## Work instruction
Restate the records that follow word for word. Omit the images.

## Materials provided
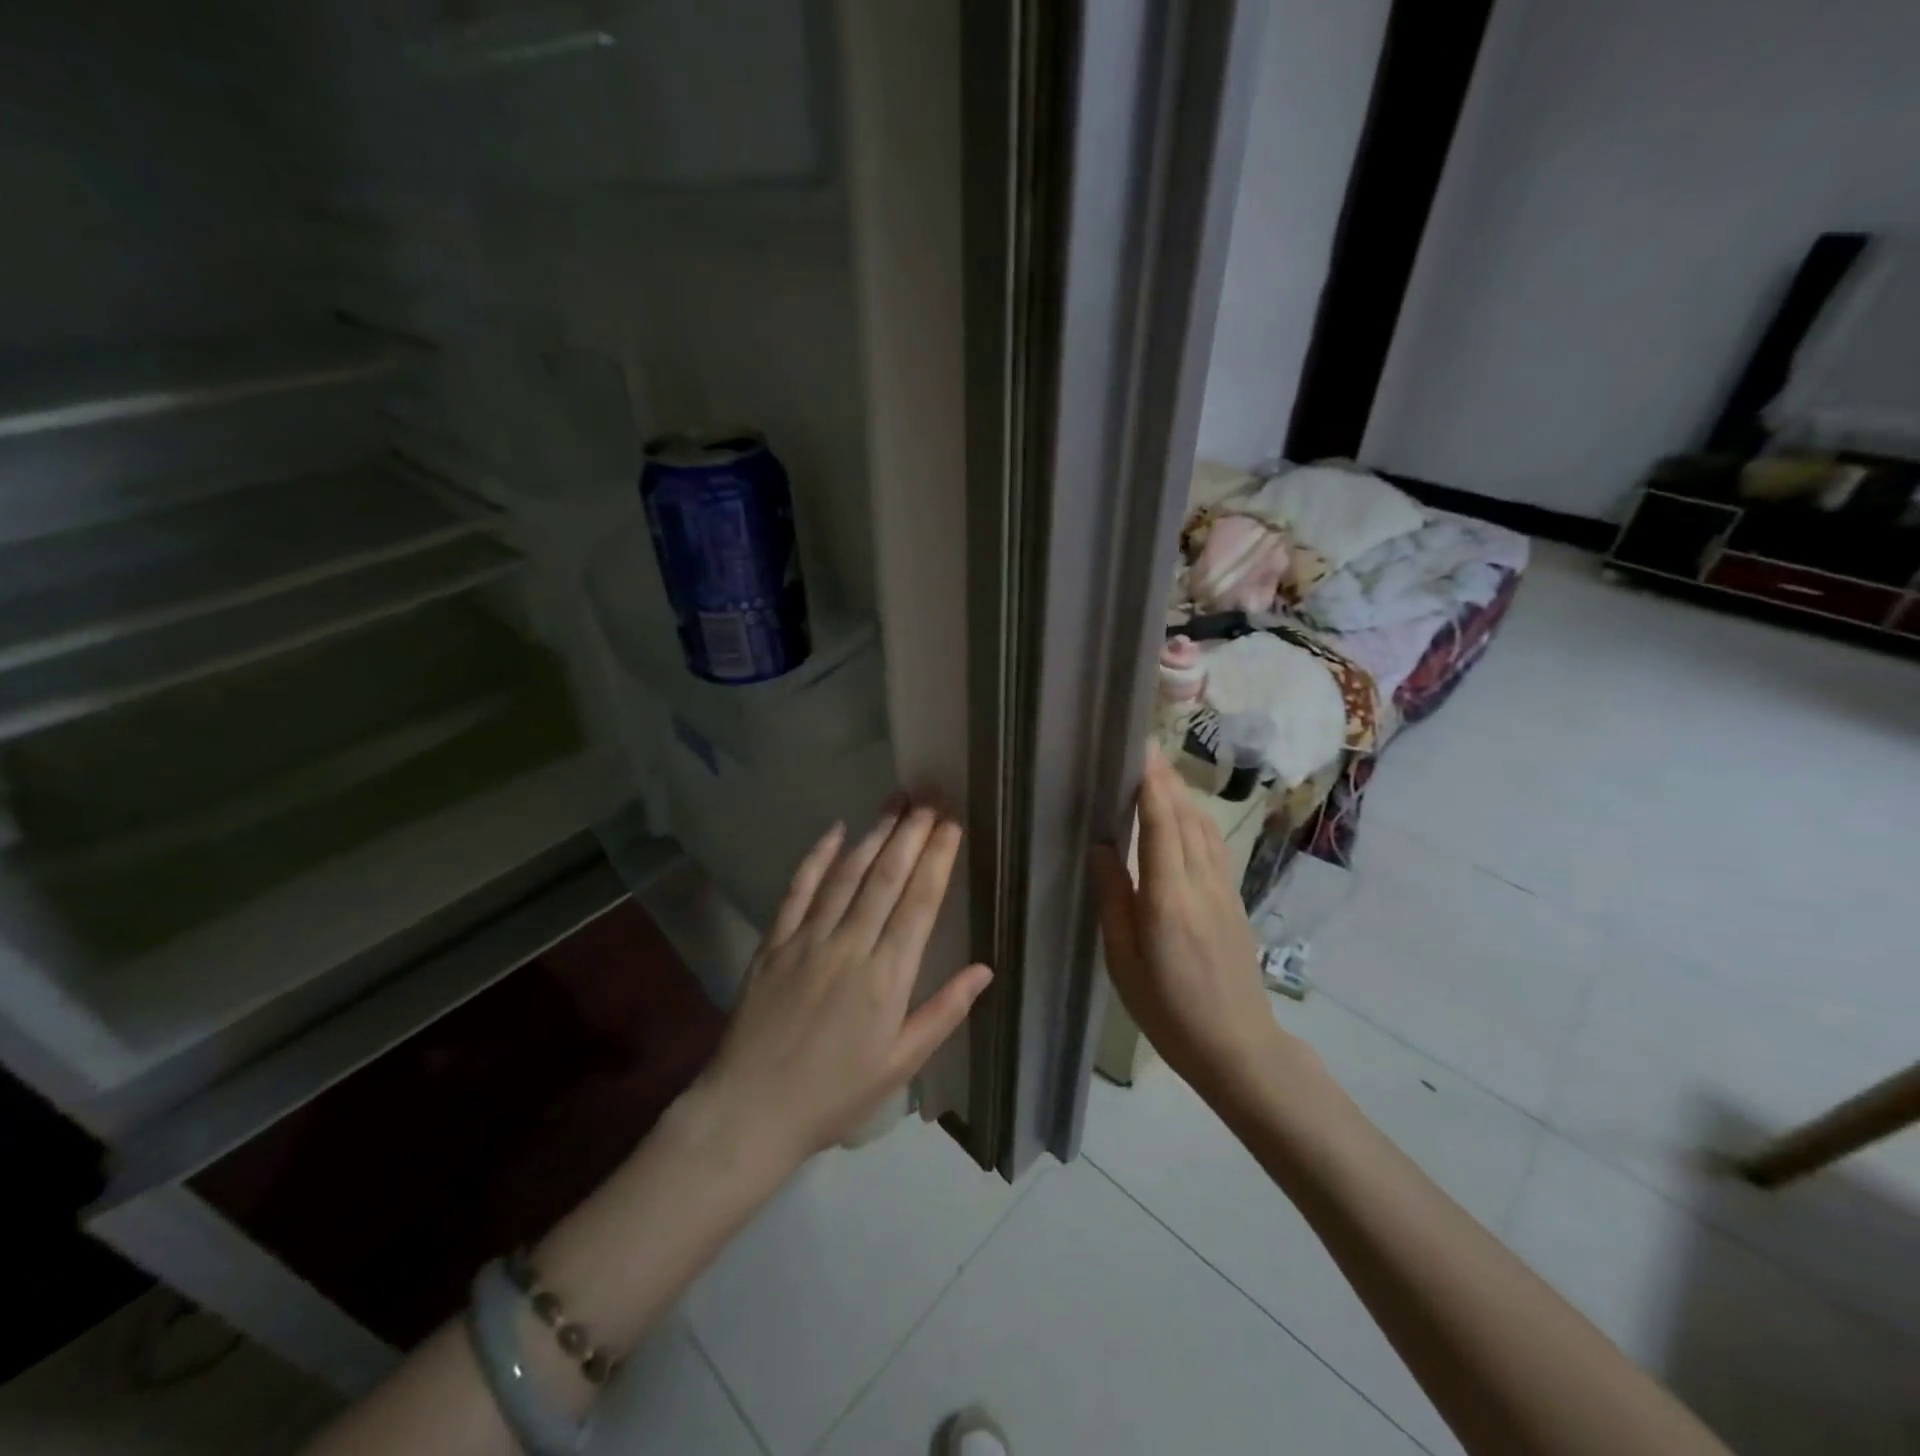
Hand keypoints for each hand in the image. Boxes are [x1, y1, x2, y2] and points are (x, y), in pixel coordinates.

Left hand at [695, 801, 993, 1169]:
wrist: (751, 1112)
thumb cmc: (835, 1094)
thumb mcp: (900, 1065)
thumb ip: (944, 1012)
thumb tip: (985, 970)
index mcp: (887, 978)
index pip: (919, 904)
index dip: (937, 859)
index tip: (951, 825)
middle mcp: (849, 947)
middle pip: (885, 878)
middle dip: (911, 834)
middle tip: (930, 799)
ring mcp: (807, 940)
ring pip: (847, 875)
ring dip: (874, 834)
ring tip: (896, 802)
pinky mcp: (773, 943)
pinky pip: (797, 890)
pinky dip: (817, 857)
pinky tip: (834, 829)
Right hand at [1092, 745, 1298, 1105]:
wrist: (1238, 1046)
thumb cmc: (1168, 1011)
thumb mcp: (1124, 962)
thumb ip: (1114, 899)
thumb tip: (1101, 847)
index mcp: (1168, 899)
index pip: (1161, 825)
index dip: (1152, 784)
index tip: (1140, 750)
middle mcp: (1201, 884)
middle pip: (1185, 817)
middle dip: (1166, 780)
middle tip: (1143, 750)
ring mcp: (1224, 890)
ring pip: (1204, 828)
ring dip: (1183, 796)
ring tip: (1160, 775)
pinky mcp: (1234, 900)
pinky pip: (1215, 846)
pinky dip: (1197, 819)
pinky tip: (1185, 817)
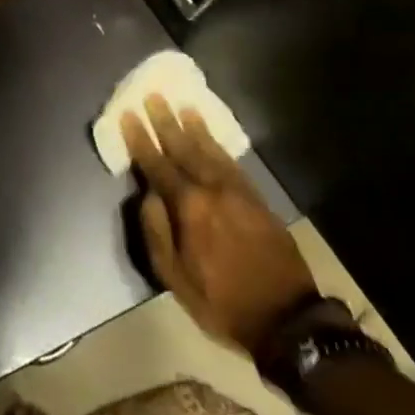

## Task answer
Hand keypoints for each hand in the image. Boxes are [x1, y1, x2, y2] and points are (x, y), in pixel coordinates.

Left hand at [695, 801, 993, 1169]:
wrist: (751, 1112)
thumb cmc: (835, 1094)
thumb mcp: (900, 1065)
thumb ip: (944, 1012)
thumb tip: (985, 970)
index mcp: (887, 978)
index pip: (919, 904)
index dip: (937, 859)
index tip: (951, 825)
middle mcp: (849, 947)
middle pip: (885, 878)
middle dip: (911, 834)
middle tip: (930, 799)
ring mcp: (807, 940)
ring pip: (847, 875)
ring dip: (874, 834)
ring tip: (896, 802)
pinky mcp: (773, 943)
pinky pip: (797, 890)
pinky dip: (817, 857)
pinky tip: (834, 829)
Right hand at [1092, 745, 1298, 1105]:
wrist: (1238, 1046)
thumb cmc: (1168, 1011)
thumb mcp: (1124, 962)
thumb ip: (1114, 899)
thumb tip: (1101, 847)
index mcp: (1168, 899)
index pip: (1161, 825)
index dip: (1152, 784)
index tip: (1140, 750)
middle mcp: (1201, 884)
middle pip: (1185, 817)
middle dip: (1166, 780)
middle tip: (1143, 750)
ring mcp: (1224, 890)
ring pip: (1204, 828)
ring dip: (1183, 796)
ring tip: (1160, 775)
pinky mcp: (1234, 900)
pinky pip: (1215, 846)
pinky dip: (1197, 819)
pinky tip: (1185, 817)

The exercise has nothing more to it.